* [WORK INSTRUCTIONS]: Locate the word "Bradley" in the data below, then copy every line that holds it.

* [EXCERPTED RECORDS]:
= Beginning of Section =

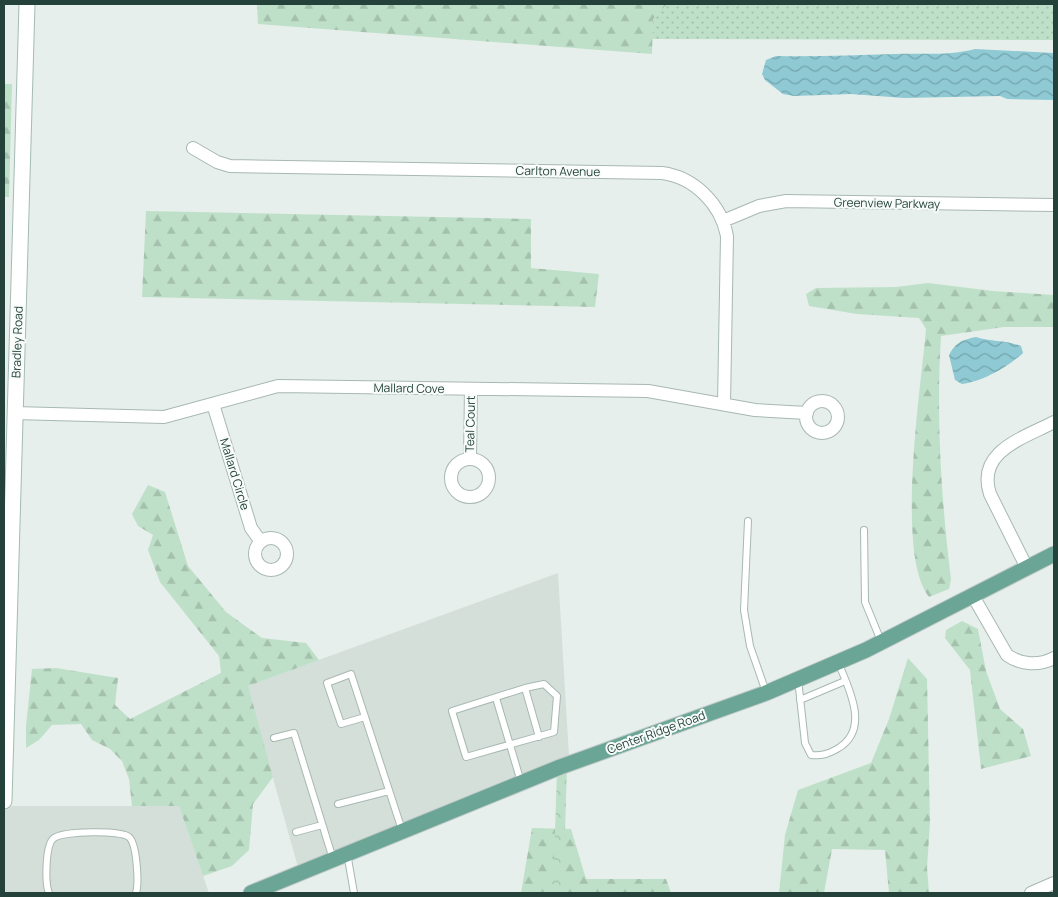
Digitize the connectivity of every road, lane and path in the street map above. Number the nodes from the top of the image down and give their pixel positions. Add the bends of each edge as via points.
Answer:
1 (27, 4) edge
2 (193, 148) dead end
3 (1054, 205) edge
4 (723, 221) junction
5 (471, 389) junction
6 (213, 404) junction
7 (724, 404) junction
8 (14, 413) junction
9 (807, 413) dead end
10 (1054, 422) edge
11 (470, 459) dead end
12 (748, 521) dead end
13 (864, 530) dead end
14 (261, 542) dead end
15 (1054, 554) edge
16 (1027, 568) junction
17 (973, 596) junction
18 (882, 642) junction
19 (1054, 658) edge
20 (838, 662) junction
21 (798, 679) junction
22 (845, 681) junction
23 (525, 688) junction
24 (766, 693) junction
25 (496, 698) junction
26 (800, 700) junction
27 (365, 718) junction
28 (539, 737) junction
29 (274, 738) dead end
30 (510, 745) junction
31 (520, 782) junction
32 (389, 791) junction
33 (4, 801) edge
34 (338, 804) dead end
35 (322, 824) junction
36 (402, 830) junction
37 (296, 832) dead end
38 (347, 853) junction
39 (333, 859) junction
40 (1054, 883) edge
41 (49, 893) edge
42 (136, 893) edge
43 (251, 893) edge
44 (354, 893) edge
45 (1032, 893) edge

1 - 8 street, Bradley Road
2 - 4 street, Carlton Avenue via 230,166 668,174 684,179 704,193
3 - 4 street, Greenview Parkway via 786,201 759,206
4 - 7 street, Carlton Avenue via 727,236
5 - 6 street, Mallard Cove via 278,386
5 - 7 street, Mallard Cove via 648,391
5 - 11 street, Teal Court
6 - 8 street, Mallard Cove via 156,417
6 - 14 street, Mallard Circle via 251,528
7 - 9 street, Mallard Cove via 756,410
8 - 33 street, Bradley Road
10 - 16 street via 1000,451 992,460 988,473 990,494
12 - 24 lane via 744,610 750,646
13 - 18 lane via 865,602
15 - 16 main road, Center Ridge Road
16 - 17 main road, Center Ridge Road
17 - 18 main road, Center Ridge Road
17 - 19 street via 1007,656 1016,662 1027,663 1045,663
18 - 20 main road, Center Ridge Road
20 - 21 main road, Center Ridge Road
20 - 22 lane
21 - 24 main road, Center Ridge Road
21 - 26 lane
22 - 26 lane
22 - 26 lane via 854,707 856,722 853,734 848,742 822,756 811,755 805,743
23 - 25 lane
23 - 28 lane
23 - 28 lane via 544,684 557,696 554,732
24 - 31 main road, Center Ridge Road
25 - 30 lane
25 - 30 lane via 452,711 466,757
27 - 27 lane via 351,674 327,682 341,724
27 - 32 lane
28 - 30 lane
29 - 35 lane via 294,733
30 - 31 lane
31 - 36 main road, Center Ridge Road
32 - 34 lane
32 - 36 lane
35 - 37 lane
35 - 39 lane
36 - 38 main road, Center Ridge Road
38 - 39 main road, Center Ridge Road
38 - 44 lane
39 - 43 main road, Center Ridge Road
40 - 45 street
41 - 42 lane via 47,848 55,836 122,833 134,845

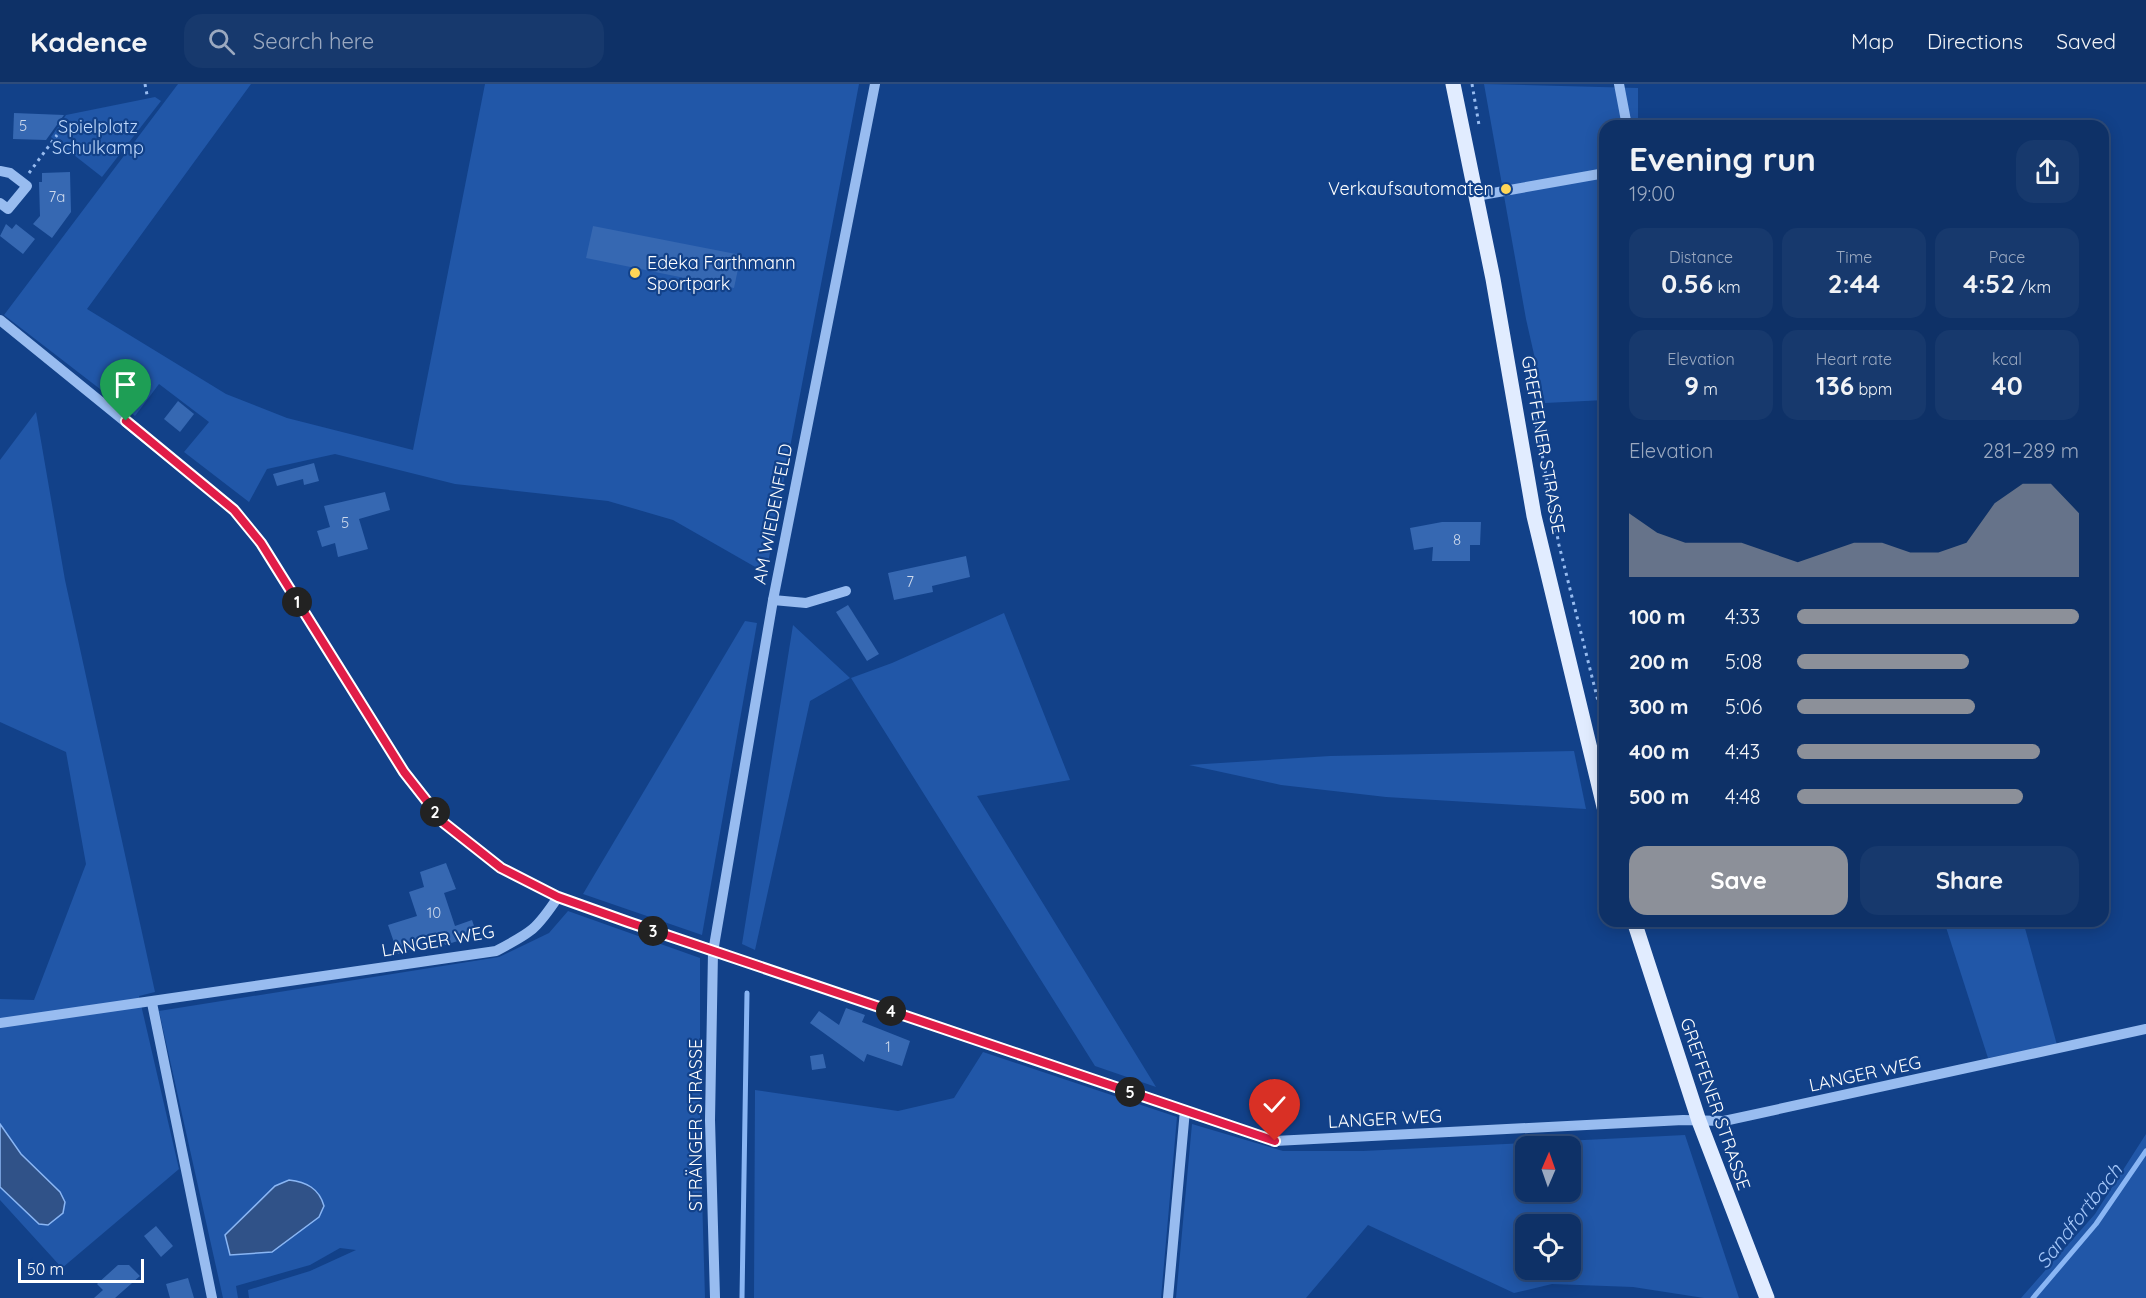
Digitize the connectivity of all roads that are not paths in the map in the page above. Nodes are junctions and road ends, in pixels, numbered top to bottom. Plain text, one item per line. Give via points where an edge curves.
1 (875, 84) edge
2 (1453, 84) edge
3 (1619, 84) edge
4 (1627, 120) edge
5 (0, 171) edge
6 (1599, 174) edge
7 (1476, 196) junction
8 (0, 203) edge
9 (0, 320) edge
10 (846, 591) dead end
11 (773, 600) junction
12 (1599, 786) edge
13 (558, 897) junction
14 (1636, 927) edge
15 (713, 952) junction
16 (152, 1003) junction
17 (0, 1023) edge
18 (2146, 1029) edge
19 (1185, 1110) junction
20 (1699, 1121) junction
21 (212, 1298) edge
22 (715, 1298) edge
23 (1168, 1298) edge
24 (1767, 1298) edge

1 - 11 street, AM WIEDENFELD
2 - 7 main road, GREFFENER STRASSE
3 - 4 street
5 - 8 street via 10,172 27,186 8,209
6 - 7 street
7 - 12 main road, GREFFENER STRASSE via 1534,516
9 - 13 street via 234,510 261,543 404,772 444,823 501,868
10 - 11 street via 806,603
11 - 15 street, AM WIEDENFELD
13 - 15 street, LANGER WEG
13 - 16 street, LANGER WEG via 541,923 496,951
14 - 20 main road, GREFFENER STRASSE
15 - 19 street, LANGER WEG
15 - 22 street, STRÄNGER STRASSE via 710,1120
16 - 17 street, LANGER WEG
16 - 21 street
18 - 20 street, LANGER WEG via 1724,1121
19 - 20 street, LANGER WEG via 1275,1141
19 - 23 street
20 - 24 main road, GREFFENER STRASSE

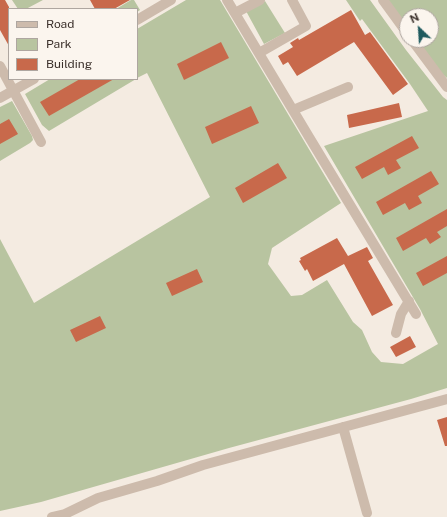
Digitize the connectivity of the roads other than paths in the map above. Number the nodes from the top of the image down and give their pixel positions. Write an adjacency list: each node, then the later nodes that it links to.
1 (171, 0): 7 (street)
2 (227, 0): 6 (street)
3 (260, 0): 6 (street)
4 (292, 0): 10 (street)
5 (383, 0): 8 (street)
6 (235, 13): 10 (street)
7 (138, 19)
8 (399, 22)
9 (418, 48): 14 (street)
10 (259, 53): 17 (street)
11 (0, 66): 15 (street)
12 (32, 80): 15 (street)
13 (348, 87): 17 (street)
14 (447, 87)
15 (14, 91): 16 (street); 18 (street)
16 (0, 98)
17 (293, 110): 19 (street)
18 (42, 142)
19 (409, 301): 20 (street); 21 (street)
20 (416, 314)
21 (396, 333)
22 (447, 399): 23 (street)
23 (343, 427): 24 (street); 25 (street)
24 (367, 513)
25 (65, 515): 26 (street)
26 (52, 517)

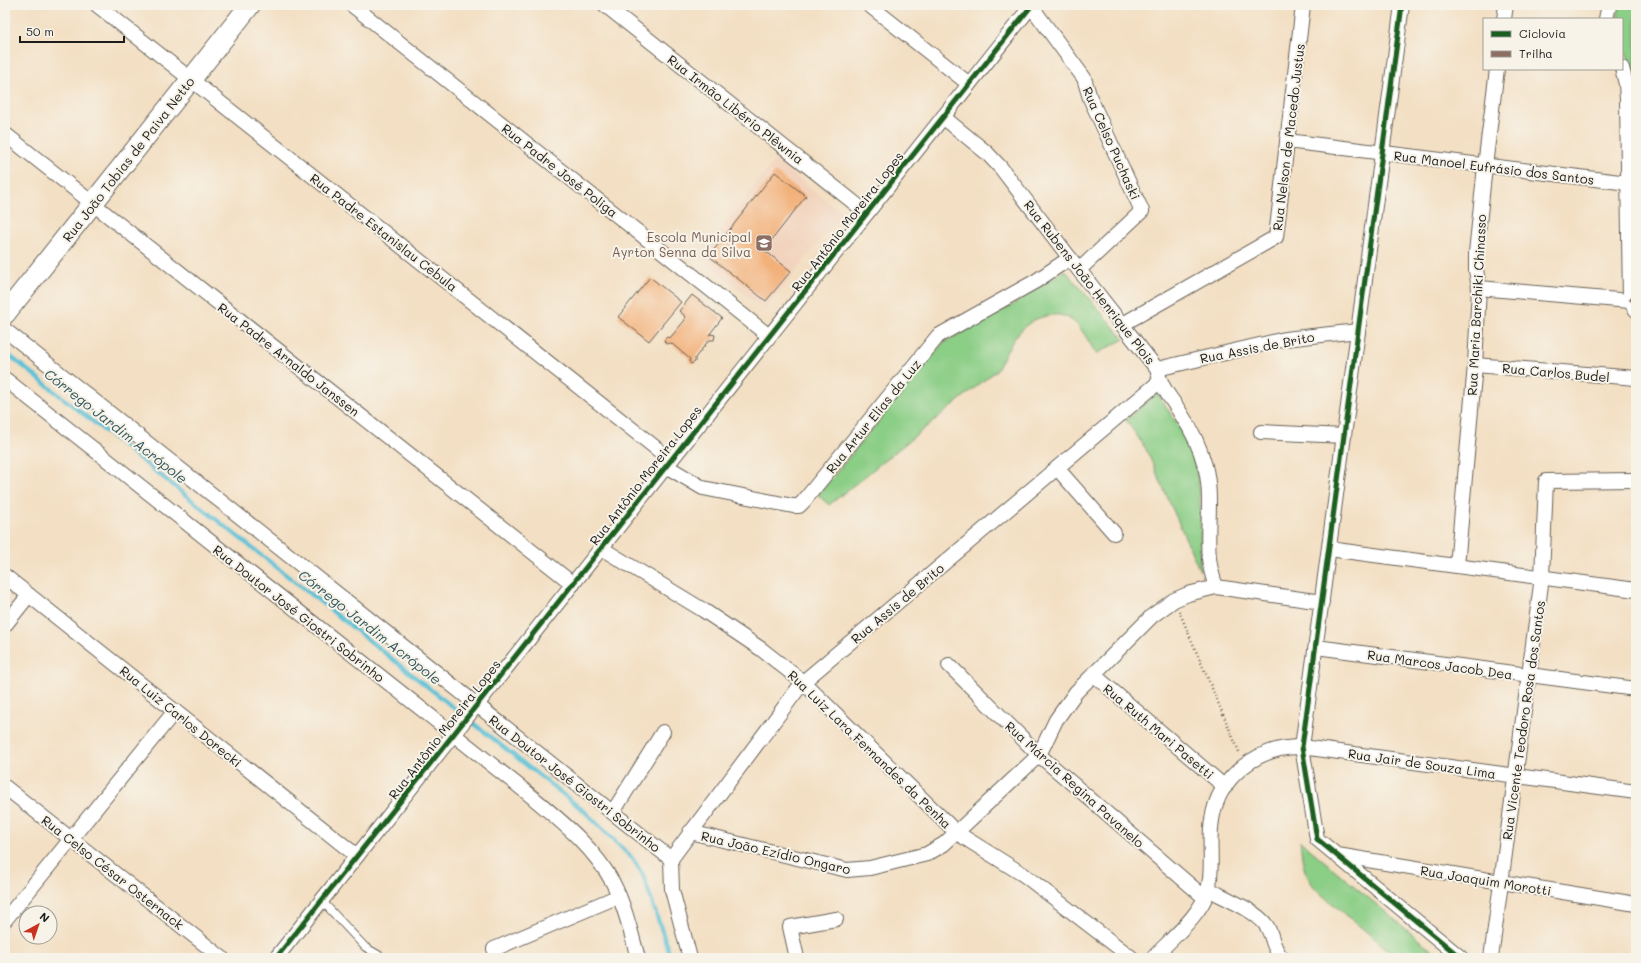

= End of Section =

* [WRITTEN SOLUTION]:
1 - 8 street, Bradley Road
8 - 33 street, Bradley Road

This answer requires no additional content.